----- DATA PROVIDED -----

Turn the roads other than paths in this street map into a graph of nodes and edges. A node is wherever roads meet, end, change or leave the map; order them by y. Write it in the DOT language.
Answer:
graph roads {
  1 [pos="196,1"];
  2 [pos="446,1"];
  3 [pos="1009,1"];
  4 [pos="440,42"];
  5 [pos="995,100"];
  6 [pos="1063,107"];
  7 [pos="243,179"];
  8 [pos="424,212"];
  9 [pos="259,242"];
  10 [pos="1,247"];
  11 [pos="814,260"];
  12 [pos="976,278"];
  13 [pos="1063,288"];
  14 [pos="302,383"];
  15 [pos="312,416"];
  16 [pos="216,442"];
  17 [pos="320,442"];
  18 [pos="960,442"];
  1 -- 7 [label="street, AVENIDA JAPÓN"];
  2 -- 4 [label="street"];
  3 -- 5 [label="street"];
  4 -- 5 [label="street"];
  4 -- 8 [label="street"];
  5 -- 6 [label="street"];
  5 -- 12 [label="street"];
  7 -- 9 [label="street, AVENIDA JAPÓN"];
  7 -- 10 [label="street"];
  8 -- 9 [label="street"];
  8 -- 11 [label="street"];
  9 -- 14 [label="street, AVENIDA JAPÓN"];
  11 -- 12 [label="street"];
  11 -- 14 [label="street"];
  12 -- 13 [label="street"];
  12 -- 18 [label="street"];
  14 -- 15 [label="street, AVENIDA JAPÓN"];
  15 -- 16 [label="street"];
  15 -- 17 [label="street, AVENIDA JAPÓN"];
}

-----
----- DATA PROVIDED -----

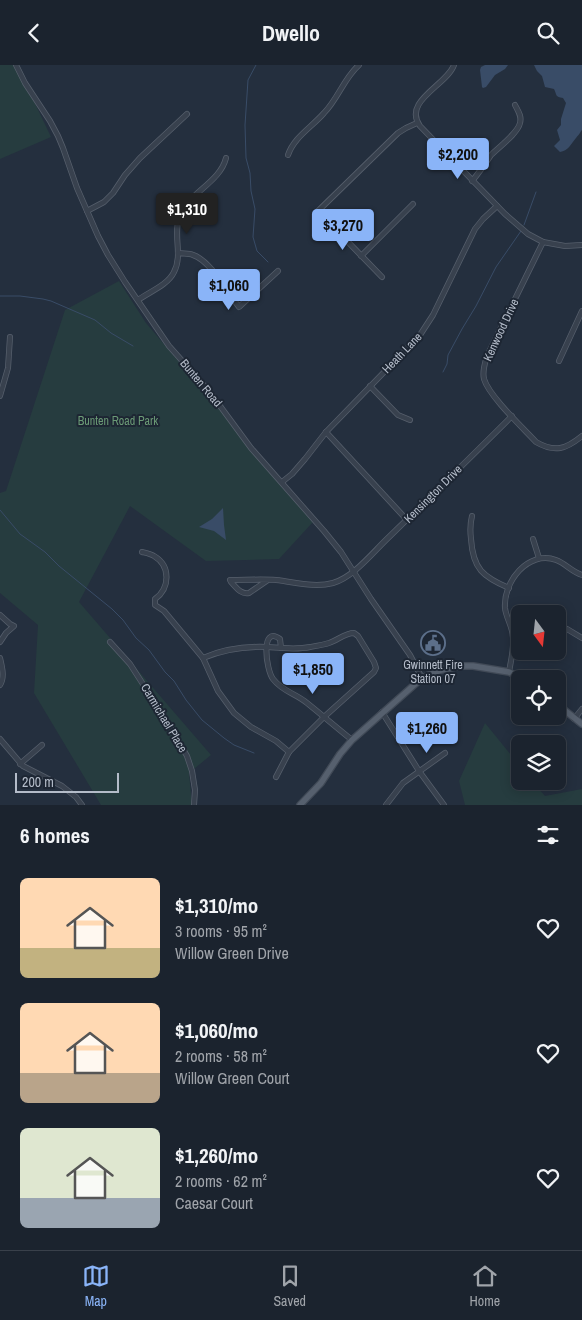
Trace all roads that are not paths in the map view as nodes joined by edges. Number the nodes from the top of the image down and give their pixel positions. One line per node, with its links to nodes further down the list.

-----

(PROBLEM TO WORK ON):
Every line of the records that includes the word "nodes" should be gathered.

(RESULT OF THE TASK):
Turn the roads other than paths in this street map into a graph of nodes and edges. A node is wherever roads meet, end, change or leave the map; order them by y. Write it in the DOT language.
Trace all roads that are not paths in the map view as nodes joined by edges. Number the nodes from the top of the image down and give their pixel positions. One line per node, with its links to nodes further down the list.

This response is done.